Goal of the exercise
What is needed is an exact copy of every entry below.

Extracted information
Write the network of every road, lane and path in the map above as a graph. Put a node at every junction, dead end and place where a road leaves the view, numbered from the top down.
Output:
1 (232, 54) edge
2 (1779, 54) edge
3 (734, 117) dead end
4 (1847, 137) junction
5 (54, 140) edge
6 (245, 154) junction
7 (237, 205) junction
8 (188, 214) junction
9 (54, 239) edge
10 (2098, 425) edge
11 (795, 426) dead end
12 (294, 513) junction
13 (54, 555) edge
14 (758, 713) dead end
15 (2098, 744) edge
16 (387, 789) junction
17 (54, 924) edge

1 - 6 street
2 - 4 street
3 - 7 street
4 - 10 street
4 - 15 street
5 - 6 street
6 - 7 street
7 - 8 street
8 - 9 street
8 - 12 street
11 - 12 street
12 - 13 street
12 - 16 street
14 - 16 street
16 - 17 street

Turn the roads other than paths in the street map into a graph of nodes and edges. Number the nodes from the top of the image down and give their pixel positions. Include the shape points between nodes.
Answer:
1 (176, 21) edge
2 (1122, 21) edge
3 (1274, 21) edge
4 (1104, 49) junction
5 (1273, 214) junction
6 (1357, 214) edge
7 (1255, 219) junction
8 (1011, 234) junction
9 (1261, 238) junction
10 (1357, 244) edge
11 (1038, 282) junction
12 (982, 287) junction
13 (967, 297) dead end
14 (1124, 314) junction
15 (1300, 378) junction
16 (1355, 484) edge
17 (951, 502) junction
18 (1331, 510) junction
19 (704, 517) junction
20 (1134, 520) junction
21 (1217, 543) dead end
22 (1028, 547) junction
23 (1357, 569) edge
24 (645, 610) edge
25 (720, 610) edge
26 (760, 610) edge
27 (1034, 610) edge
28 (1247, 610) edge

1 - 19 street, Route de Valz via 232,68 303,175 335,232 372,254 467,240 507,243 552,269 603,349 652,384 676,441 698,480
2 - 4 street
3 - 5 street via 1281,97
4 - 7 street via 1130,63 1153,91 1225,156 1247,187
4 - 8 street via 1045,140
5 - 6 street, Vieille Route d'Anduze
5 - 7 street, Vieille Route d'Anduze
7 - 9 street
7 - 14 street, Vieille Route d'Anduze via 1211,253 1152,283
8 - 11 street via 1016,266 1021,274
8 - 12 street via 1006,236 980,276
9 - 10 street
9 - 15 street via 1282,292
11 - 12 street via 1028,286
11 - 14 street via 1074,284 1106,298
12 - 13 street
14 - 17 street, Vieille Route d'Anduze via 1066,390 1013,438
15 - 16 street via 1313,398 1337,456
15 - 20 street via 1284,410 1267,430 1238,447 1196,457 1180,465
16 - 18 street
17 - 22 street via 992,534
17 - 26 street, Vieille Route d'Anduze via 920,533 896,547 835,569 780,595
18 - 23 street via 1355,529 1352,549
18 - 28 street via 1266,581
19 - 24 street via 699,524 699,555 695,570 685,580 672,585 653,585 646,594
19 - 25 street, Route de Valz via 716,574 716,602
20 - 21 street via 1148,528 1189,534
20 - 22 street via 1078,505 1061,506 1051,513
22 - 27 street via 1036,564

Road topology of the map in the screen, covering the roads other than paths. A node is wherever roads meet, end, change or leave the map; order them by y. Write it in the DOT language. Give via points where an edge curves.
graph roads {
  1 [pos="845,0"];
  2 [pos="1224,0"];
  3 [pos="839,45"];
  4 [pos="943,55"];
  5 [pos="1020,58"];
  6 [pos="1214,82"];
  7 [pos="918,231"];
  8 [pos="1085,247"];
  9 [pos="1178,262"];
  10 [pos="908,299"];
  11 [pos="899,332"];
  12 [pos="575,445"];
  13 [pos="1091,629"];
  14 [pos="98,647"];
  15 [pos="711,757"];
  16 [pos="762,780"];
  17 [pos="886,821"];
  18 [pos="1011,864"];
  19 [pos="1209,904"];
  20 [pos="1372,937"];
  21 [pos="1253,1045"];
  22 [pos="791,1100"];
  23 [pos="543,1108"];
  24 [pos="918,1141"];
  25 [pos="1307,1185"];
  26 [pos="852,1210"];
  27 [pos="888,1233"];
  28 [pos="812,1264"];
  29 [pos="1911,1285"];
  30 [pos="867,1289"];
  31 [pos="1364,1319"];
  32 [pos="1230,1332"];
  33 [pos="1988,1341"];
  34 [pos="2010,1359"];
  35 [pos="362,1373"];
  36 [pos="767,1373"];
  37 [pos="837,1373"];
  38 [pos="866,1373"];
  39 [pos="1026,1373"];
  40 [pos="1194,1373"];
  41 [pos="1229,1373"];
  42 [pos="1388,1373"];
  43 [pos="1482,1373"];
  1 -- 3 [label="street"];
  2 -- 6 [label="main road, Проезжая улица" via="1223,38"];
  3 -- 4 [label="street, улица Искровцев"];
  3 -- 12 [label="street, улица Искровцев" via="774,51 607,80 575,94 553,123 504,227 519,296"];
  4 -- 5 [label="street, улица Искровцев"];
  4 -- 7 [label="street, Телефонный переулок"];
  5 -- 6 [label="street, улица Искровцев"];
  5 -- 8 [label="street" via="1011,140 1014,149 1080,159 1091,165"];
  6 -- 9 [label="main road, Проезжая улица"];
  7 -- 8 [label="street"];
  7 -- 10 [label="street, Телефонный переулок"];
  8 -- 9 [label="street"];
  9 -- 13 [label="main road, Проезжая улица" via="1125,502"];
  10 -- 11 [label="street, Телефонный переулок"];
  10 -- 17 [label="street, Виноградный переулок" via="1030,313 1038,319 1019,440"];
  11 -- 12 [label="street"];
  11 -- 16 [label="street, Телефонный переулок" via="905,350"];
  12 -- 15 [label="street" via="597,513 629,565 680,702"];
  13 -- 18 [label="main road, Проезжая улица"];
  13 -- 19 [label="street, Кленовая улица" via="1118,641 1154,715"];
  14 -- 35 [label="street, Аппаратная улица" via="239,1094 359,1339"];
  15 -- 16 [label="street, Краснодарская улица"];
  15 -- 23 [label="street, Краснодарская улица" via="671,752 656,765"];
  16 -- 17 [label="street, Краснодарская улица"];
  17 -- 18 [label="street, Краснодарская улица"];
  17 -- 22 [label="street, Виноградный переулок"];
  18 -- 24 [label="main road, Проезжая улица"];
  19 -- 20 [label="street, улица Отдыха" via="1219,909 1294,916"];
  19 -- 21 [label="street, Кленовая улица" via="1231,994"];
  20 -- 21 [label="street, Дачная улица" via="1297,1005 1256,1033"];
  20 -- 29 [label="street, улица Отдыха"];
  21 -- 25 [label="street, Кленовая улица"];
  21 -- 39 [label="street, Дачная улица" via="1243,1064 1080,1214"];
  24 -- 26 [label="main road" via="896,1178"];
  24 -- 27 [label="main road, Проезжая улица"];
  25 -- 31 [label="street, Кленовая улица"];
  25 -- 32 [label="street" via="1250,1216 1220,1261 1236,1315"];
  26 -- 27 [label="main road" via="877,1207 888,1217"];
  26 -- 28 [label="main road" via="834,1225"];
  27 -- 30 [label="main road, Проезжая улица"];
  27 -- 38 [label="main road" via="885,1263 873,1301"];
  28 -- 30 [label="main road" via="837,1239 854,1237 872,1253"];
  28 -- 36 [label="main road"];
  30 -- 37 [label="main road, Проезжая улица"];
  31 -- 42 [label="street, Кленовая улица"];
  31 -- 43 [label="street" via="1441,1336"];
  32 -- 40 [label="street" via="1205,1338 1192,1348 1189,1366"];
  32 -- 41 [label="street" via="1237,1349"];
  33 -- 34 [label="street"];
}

Worked solution
Write the network of every road, lane and path in the map above as a graph. Put a node at every junction, dead end and place where a road leaves the view, numbered from the top down.
Output:
1 (232, 54) edge
2 (1779, 54) edge
3 (734, 117) dead end
4 (1847, 137) junction
5 (54, 140) edge
6 (245, 154) junction
7 (237, 205) junction
8 (188, 214) junction
9 (54, 239) edge
10 (2098, 425) edge
11 (795, 426) dead end
12 (294, 513) junction
13 (54, 555) edge
14 (758, 713) dead end
15 (2098, 744) edge
16 (387, 789) junction
17 (54, 924) edge

1 - 6 street
2 - 4 street
3 - 7 street
4 - 10 street
4 - 15 street
5 - 6 street
6 - 7 street
7 - 8 street
8 - 9 street
8 - 12 street
11 - 12 street
12 - 13 street
12 - 16 street
14 - 16 street
16 - 17 street

Turn the roads other than paths in the street map into a graph of nodes and edges. Number the nodes from the top of the image down and give their pixel positions. Include the shape points between nodes.
Answer:
1 (176, 21) edge
2 (1122, 21) edge
3 (1274, 21) edge
4 (1104, 49) junction
5 (1273, 214) junction
6 (1357, 214) edge
7 (1255, 219) junction
8 (1011, 234) junction
9 (1261, 238) junction
10 (1357, 244) edge
11 (1038, 282) junction
12 (982, 287) junction
13 (967, 297) dead end
14 (1124, 314) junction
15 (1300, 378) junction
16 (1355, 484) edge
17 (951, 502) junction
18 (1331, 510) junction
19 (704, 517) junction
20 (1134, 520) junction
21 (1217, 543) dead end
22 (1028, 547) junction
23 (1357, 569) edge
24 (645, 610) edge
25 (720, 610) edge
26 (760, 610) edge
27 (1034, 610) edge
28 (1247, 610) edge

1 - 19 street, Route de Valz via 232,68 303,175 335,232 372,254 467,240 507,243 552,269 603,349 652,384 676,441 698,480
2 - 4 street
3 - 5 street via 1281,97
4 - 7 street via 1130,63 1153,91 1225,156 1247,187
4 - 8 street via 1045,140
5 - 6 street, Vieille Route d'Anduze
5 - 7 street, Vieille Route d'Anduze
7 - 9 street
7 - 14 street, Vieille Route d'Anduze via 1211,253 1152,283
8 - 11 street via 1016,266 1021,274
8 - 12 street via 1006,236 980,276
9 - 10 street
9 - 15 street via 1282,292
11 - 12 street via 1028,286
11 - 14 street via 1074,284 1106,298
12 - 13 street
14 - 17 street, Vieille Route d'Anduze via 1066,390 1013,438
15 - 16 street via 1313,398 1337,456
15 - 20 street via 1284,410 1267,430 1238,447 1196,457 1180,465
16 - 18 street
17 - 22 street via 992,534
17 - 26 street, Vieille Route d'Anduze via 920,533 896,547 835,569 780,595
18 - 23 street via 1355,529 1352,549
18 - 28 street via 1266,581
19 - 24 street via 699,524 699,555 695,570 685,580 672,585 653,585 646,594
19 - 25 street, Route de Valz via 716,574 716,602
20 - 21 street via 1148,528 1189,534
20 - 22 street via 1078,505 1061,506 1051,513
22 - 27 street via 1036,564

Road topology of the map in the screen, covering the roads other than paths. A node is wherever roads meet, end, change or leave the map; order them by y. Write it in the DOT language. Give via points where an edge curves.
graph roads {
  1 [pos="845,0"];
  2 [pos="1224,0"];
  3 [pos="839,45"];
  4 [pos="943,55"];
  5 [pos="1020,58"];
  6 [pos="1214,82"];
  7 [pos="918,231"];
  8 [pos="1085,247"];
  9 [pos="1178,262"];
  10 [pos="908,299"];
  11 [pos="899,332"];
  12 [pos="575,445"];
  13 [pos="1091,629"];
  14 [pos="98,647"];
  15 [pos="711,757"];
  16 [pos="762,780"];
  17 [pos="886,821"];
  18 [pos="1011,864"];
  19 [pos="1209,904"];
  20 [pos="1372,937"];
  21 [pos="1253,1045"];
  22 [pos="791,1100"];
  23 [pos="543,1108"];
  24 [pos="918,1141"];
  25 [pos="1307,1185"];
  26 [pos="852,1210"];
  27 [pos="888,1233"];
  28 [pos="812,1264"];
  29 [pos="1911,1285"];
  30 [pos="867,1289"];
  31 [pos="1364,1319"];
  32 [pos="1230,1332"];
  33 [pos="1988,1341"];
  34 [pos="2010,1359"];
  35 [pos="362,1373"];
  36 [pos="767,1373"];
  37 [pos="837,1373"];
  38 [pos="866,1373"];
  39 [pos="1026,1373"];
  40 [pos="1194,1373"];
  41 [pos="1229,1373"];
  42 [pos="1388,1373"];
  43 [pos="1482,1373"];
  1 -- 3 [label="street"];
  2 -- 6 [label="main road, Проезжая улица" via="1223,38"];
  3 -- 4 [label="street, улица Искровцев"];
  3 -- 12 [label="street, улица Искровцев" via="774,51 607,80 575,94 553,123 504,227 519,296"];
  4 -- 5 [label="street, улица Искровцев"];
  4 -- 7 [label="street, Телефонный переулок"];
  5 -- 6 [label="street, улица Искровцев"];
  5 -- 8 [label="street" via="1011,140 1014,149 1080,159 1091,165"];
  6 -- 9 [label="main road, Проезжая улица"];
  7 -- 8 [label="street"];
  7 -- 10 [label="street, Телефонный переулок"];
  8 -- 9 [label="street"];
  9 -- 13 [label="main road, Проезжая улица" via="1125,502"];
  10 -- 11 [label="street, Телефонный переулок"];
  10 -- 17 [label="street, Виноградный переулок" via="1030,313 1038,319 1019,440"];
  11 -- 12 [label="street"];
  11 -- 16 [label="street, Телефонный переулок" via="905,350"];
  12 -- 15 [label="street" via="597,513 629,565 680,702"];
  13 -- 18 [label="main road, Проезжая улица"];
  13 -- 19 [label="street, Кленовая улица" via="1118,641 1154,715"];
  14 -- 35 [label="street, Аппаратная улица" via="239,1094 359,1339"];
  15 -- 16 [label="street, Краснодарская улица"];
  15 -- 23 [label="street, Краснодарская улица" via="671,752 656,765"];
  16 -- 17 [label="street, Краснодарская улица"];
  17 -- 18 [label="street, Краснодарская улица"];
  17 -- 22 [label="street, Виноградный переулок"];
  18 -- 24 [label="main road, Проезжая улица"];
  19 -- 20 [label="street, улица Отдыха" via="1219,909 1294,916"];
  19 -- 21 [label="street, Кленовая улица" via="1231,994"];
  20 -- 21 [label="street, Дачная улица" via="1297,1005 1256,1033"];
  20 -- 29 [label="street, улица Отдыха"];
  21 -- 25 [label="street, Кленовая улица"];
  21 -- 39 [label="street, Дачная улица" via="1243,1064 1080,1214"];
  24 -- 26 [label="main road" via="896,1178"];
  24 -- 27 [label="main road, Проезжая улица"];
  25 -- 31 [label="street, Кленовая улица"];
  25 -- 32 [label="street" via="1250,1216 1220,1261 1236,1315"];
  26 -- 27 [label="main road" via="877,1207 888,1217"];
  26 -- 28 [label="main road" via="834,1225"];
  27 -- 30 [label="main road, Проезжая улица"];
  27 -- 38 [label="main road" via="885,1263 873,1301"];
  28 -- 30 [label="main road" via="837,1239 854,1237 872,1253"];
  28 -- 36 [label="main road"];
  30 -- 37 [label="main road, Проезжая улица"];
  31 -- 42 [label="street, Кленовая улица"];
  31 -- 43 [label="street" via="1441,1336"];
  32 -- 40 [label="street" via="1205,1338 1192,1348 1189,1366"];
  32 -- 41 [label="street" via="1237,1349"];
  33 -- 34 [label="street"];
}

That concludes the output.